Pressure Driven Optical Transitions in Columnar-Ordered Cs2AgPdCl5: Phase Transformation-Independent Piezochromism

Hybrid perovskites have garnered significant attention in the scientific community due to their high power conversion efficiency achieved within a short period. However, most of these perovskites either contain toxic lead or exhibit instability in air and under UV–vis light. Halide double perovskites have attracted immense attention as an alternative class of materials to replace lead-based semiconductors for advanced optoelectronic applications. Using density functional theory, we studied a new double perovskite, viz. Cs2AgPdCl5, with a unique columnar-ordered arrangement of B-site cation and investigated its structural, electronic, and optical properties under the influence of hydrostatic pressure.
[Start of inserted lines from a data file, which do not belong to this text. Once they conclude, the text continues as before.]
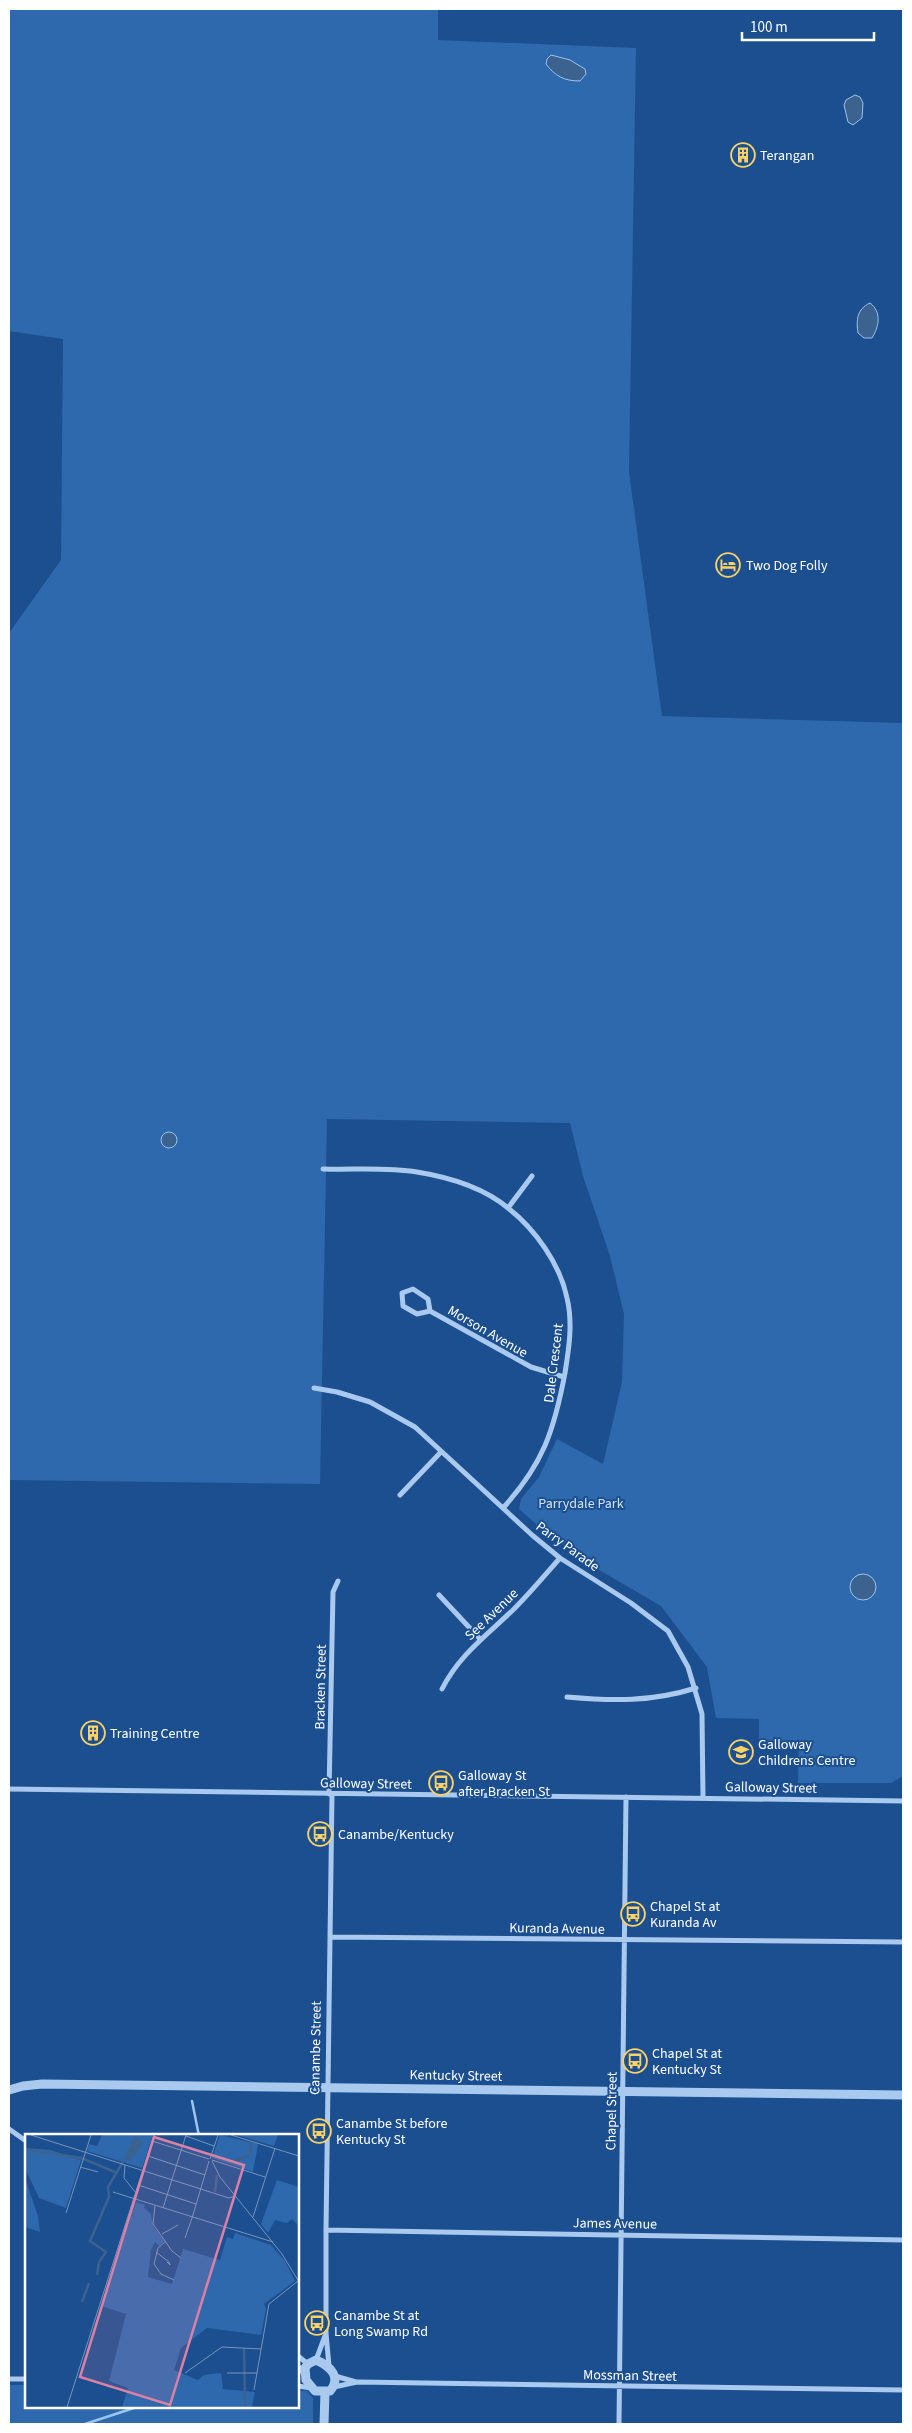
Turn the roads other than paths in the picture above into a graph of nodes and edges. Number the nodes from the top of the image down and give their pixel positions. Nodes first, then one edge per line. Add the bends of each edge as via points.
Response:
1 (323, 1170) dead end
2 (532, 1176) dead end
3 (508, 1208) junction
4 (430, 1311) junction
5 (564, 1377) junction
6 (314, 1388) dead end
7 (441, 1452) junction
8 (400, 1495) dead end
9 (503, 1508) junction
10 (560, 1558) junction
11 (338, 1581) dead end
12 (439, 1595) dead end
13 (480, 1639) junction
14 (696, 1688) junction
15 (442, 1689) dead end
16 (567, 1697) dead end
17 (9, 1789) edge
18 (331, 1794) junction
19 (626, 1797) junction
20 (703, 1798) junction
21 (903, 1801) edge
22 (330, 1937) junction
23 (624, 1940) junction
24 (903, 1942) edge
25 (328, 2088) junction
26 (9, 2090) edge
27 (622, 2091) junction
28 (903, 2095) edge
29 (9, 2129) edge
30 (25, 2141) edge
31 (326, 2230) junction
32 (621, 2234) junction
33 (903, 2240) edge
34 (326, 2333) junction
35 (299, 2356) edge
36 (312, 2362) junction
37 (329, 2366) junction
38 (335, 2376) junction
39 (303, 2378) edge
40 (9, 2379) edge
41 (25, 2379) edge
42 (357, 2382) junction
43 (299, 2386) edge
44 (619, 2386) junction
45 (334, 2387) junction
46 (313, 2389) junction
47 (903, 2390) edge
48 (325, 2392) junction
49 (324, 2421) edge
50 (619, 2424) edge

1 - 3 street, Dale Crescent via 417,1172 454,1181
2 - 3 street
3 - 5 street, Dale Crescent via 535,1235 562,1279 570,1316
4 - 4 street, Morson Avenue via 428,1299 413,1289 402,1293 403,1306 417,1314
4 - 5 street, Morson Avenue via 531,1368
5 - 9 street, Dale Crescent via 549,1441 534,1469
6 - 7 street, Parry Parade via 370,1402 393,1413 416,1427
7 - 8 street
7 - 9 street, Parry Parade
9 - 10 street, Parry Parade
10 - 13 street, See Avenue via 514,1609
10 - 14 street, Parry Parade via 668,1631
11 - 18 street, Bracken Street via 333,1592
12 - 13 street
13 - 15 street, See Avenue via 452,1670
14 - 16 street via 635,1701
14 - 20 street, Parry Parade via 702,1714
17 - 18 street, Galloway Street
18 - 19 street, Galloway Street
18 - 22 street, Canambe Street
19 - 20 street, Galloway Street
19 - 23 street, Chapel Street
20 - 21 street, Galloway Street
22 - 23 street, Kuranda Avenue
22 - 25 street, Canambe Street
23 - 24 street, Kuranda Avenue
23 - 27 street, Chapel Street
25 - 26 street, Kentucky Street via 42,2084
25 - 27 street, Kentucky Street
25 - 31 street, Canambe Street
27 - 28 street, Kentucky Street
27 - 32 street, Chapel Street
29 - 30 street
31 - 32 street, James Avenue
31 - 34 street, Canambe Street
32 - 33 street, James Avenue
32 - 44 street, Chapel Street
34 - 36 street, Canambe Street
34 - 37 street, Canambe Street
35 - 36 street
36 - 37 street
36 - 39 street
37 - 38 street
38 - 42 street, Mossman Street
38 - 45 street
39 - 46 street
40 - 41 street
42 - 44 street, Mossman Street
42 - 45 street, Mossman Street
43 - 46 street
44 - 47 street, Mossman Street
44 - 50 street, Chapel Street
45 - 48 street
46 - 48 street
46 - 49 street
48 - 49 street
We also examined the effect of hydrostatic pressure on Spectroscopic Limited Maximum Efficiency (SLME), which is found to increase with pressure and rises above 20% at 20 GPa. The significance of this theoretical investigation is that we have found halide double perovskites that demonstrate piezochromism without phase transformation and approach the Shockley-Queisser limit for bandgap in the pressure range of 6–12 GPa. Moreover, this is the first time we have found a maximum reflectivity in an inorganic halide double perovskite material under the influence of external hydrostatic pressure without any possible phase transformation.